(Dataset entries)

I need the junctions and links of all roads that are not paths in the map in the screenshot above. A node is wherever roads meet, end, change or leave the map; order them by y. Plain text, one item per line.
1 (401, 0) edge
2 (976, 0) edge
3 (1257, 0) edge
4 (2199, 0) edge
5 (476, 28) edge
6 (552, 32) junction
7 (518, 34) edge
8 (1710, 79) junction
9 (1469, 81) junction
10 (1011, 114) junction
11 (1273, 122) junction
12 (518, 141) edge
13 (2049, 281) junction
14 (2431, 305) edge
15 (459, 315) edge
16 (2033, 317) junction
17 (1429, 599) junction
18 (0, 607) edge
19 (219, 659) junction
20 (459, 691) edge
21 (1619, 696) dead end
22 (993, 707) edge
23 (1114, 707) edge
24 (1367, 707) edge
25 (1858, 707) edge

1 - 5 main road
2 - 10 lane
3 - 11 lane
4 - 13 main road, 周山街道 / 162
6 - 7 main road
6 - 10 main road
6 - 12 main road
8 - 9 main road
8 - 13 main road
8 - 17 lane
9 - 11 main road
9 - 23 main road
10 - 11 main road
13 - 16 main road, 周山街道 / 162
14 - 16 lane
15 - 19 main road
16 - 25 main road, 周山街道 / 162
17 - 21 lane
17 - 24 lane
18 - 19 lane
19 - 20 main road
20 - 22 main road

■ **ASSIGNMENT**:
Nothing is to be left out; reproduce each record exactly.

■ **RESPONSE TO THIS TASK**:
I need the junctions and links of all roads that are not paths in the map in the screenshot above. A node is wherever roads meet, end, change or leave the map; order them by y. Plain text, one item per line.
1 (401, 0) edge
2 (976, 0) edge
3 (1257, 0) edge
4 (2199, 0) edge
5 (476, 28) edge
6 (552, 32) junction
7 (518, 34) edge
8 (1710, 79) junction
9 (1469, 81) junction
10 (1011, 114) junction
11 (1273, 122) junction
12 (518, 141) edge
13 (2049, 281) junction
14 (2431, 305) edge
15 (459, 315) edge
16 (2033, 317) junction
17 (1429, 599) junction
18 (0, 607) edge
19 (219, 659) junction
20 (459, 691) edge
21 (1619, 696) dead end
22 (993, 707) edge
23 (1114, 707) edge
24 (1367, 707) edge
25 (1858, 707) edge

1 - 5 main road
2 - 10 lane
3 - 11 lane
4 - 13 main road, 周山街道 / 162
6 - 7 main road
6 - 10 main road
6 - 12 main road
8 - 9 main road
8 - 13 main road
8 - 17 lane
9 - 11 main road
9 - 23 main road
10 - 11 main road
13 - 16 main road, 周山街道 / 162
14 - 16 lane
15 - 19 main road
16 - 25 main road, 周山街道 / 162
17 - 21 lane
17 - 24 lane
18 - 19 lane
19 - 20 main road
20 - 22 main road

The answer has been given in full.